Where Lightning Strikes includes all Szeman's Holocaust poetry, from the poems featured in her Ph.D. dissertation Survivor: One Who Survives, to the original versions of "Rachel's poems" appearing or mentioned in Szeman's award-winning, critically acclaimed first novel The Kommandant's Mistress.
 
The poems in this collection revisit the classic themes that have inspired poets for generations: love, passion, betrayal, doubt, loyalty, despair, faith, and survival — this time in the context of the period before, during, and after the Holocaust with its systematic persecution and extermination of the majority of European Jewry by the Nazi regime.


In this collection, victims are given voices.

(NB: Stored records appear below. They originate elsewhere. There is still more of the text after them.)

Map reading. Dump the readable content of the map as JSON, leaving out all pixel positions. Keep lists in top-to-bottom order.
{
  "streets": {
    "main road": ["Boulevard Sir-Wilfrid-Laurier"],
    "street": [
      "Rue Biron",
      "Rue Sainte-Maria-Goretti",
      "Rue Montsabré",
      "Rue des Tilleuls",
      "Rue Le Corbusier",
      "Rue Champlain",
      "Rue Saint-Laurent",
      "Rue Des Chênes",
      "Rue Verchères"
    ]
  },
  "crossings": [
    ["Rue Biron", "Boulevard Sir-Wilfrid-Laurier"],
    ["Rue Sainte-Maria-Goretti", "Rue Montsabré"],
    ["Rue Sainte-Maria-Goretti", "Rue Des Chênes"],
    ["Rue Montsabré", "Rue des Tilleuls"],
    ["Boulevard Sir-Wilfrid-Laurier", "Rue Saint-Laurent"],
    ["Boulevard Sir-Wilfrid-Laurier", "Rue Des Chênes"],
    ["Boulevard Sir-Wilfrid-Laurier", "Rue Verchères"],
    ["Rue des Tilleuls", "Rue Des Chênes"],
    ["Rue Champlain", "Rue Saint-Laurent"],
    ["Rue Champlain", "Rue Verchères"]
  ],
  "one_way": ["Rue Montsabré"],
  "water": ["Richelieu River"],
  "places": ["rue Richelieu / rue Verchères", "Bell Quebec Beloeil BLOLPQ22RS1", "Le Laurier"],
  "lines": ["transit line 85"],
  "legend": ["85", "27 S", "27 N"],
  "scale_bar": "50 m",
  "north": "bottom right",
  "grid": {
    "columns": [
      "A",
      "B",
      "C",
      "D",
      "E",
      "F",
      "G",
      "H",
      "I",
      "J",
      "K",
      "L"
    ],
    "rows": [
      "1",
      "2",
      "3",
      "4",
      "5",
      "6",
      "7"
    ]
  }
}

In "First Day of German Class" a young, teenaged girl unfamiliar with the Nazis and their atrocities in Germany and other Nazi-occupied territory develops a crush on the handsome and enigmatic SS Officer who passes out the yellow Stars of David they must now wear, like a brand, to identify and isolate them from the rest of the population. In the author's first Holocaust poem, "Cutthroat: A Player Who Plays for Himself" — excerpted in The Kommandant's Mistress — a female inmate forced into sexual servitude by the Kommandant of the camp considers suicide as an escape from her personal bondage and from the camp, even as she alternately pities or condemns those "weak enough" to "go to the wire" (grab the electric fence), offering her own suggestions for suicide to "escape" the intolerable situation. "Survivor: One Who Survives", the title poem of Szeman's dissertation, also mentioned in her first novel as one of Rachel's poems/books, explores the life of a woman who "survived" her experiences in the camps but is having difficulty "living".
Other disturbing yet lyrical poems trace the Holocaust from the perpetrators' perspective. We hear Albert Speer's musings about which "path" to take in the dramatic monologue "Learning the New Language", in which he initially claims not to understand the "new language" that everyone in the Nazi-regime is speaking, but then begins to practice some of the words himself. A guard in the Warsaw Ghetto bitterly complains in "The Dead Bodies That Line The Streets" about all the unburied, dead bodies "lying around" who watch his every movement, whisper behind his back, and generally prevent him from doing his job effectively and from sleeping well. Early, unnamed versions of Max, of The Kommandant's Mistress, appear, isolated and morally confused in "Dead: Out of Play Though Not Necessarily Out of the Game", where he momentarily sees an inmate as a fellow human being. A younger SS officer finds himself disconcerted and alarmed after he is unexpectedly attracted to one of the female inmates when he sees her dancing ballet to the music floating from his office window in "White on White".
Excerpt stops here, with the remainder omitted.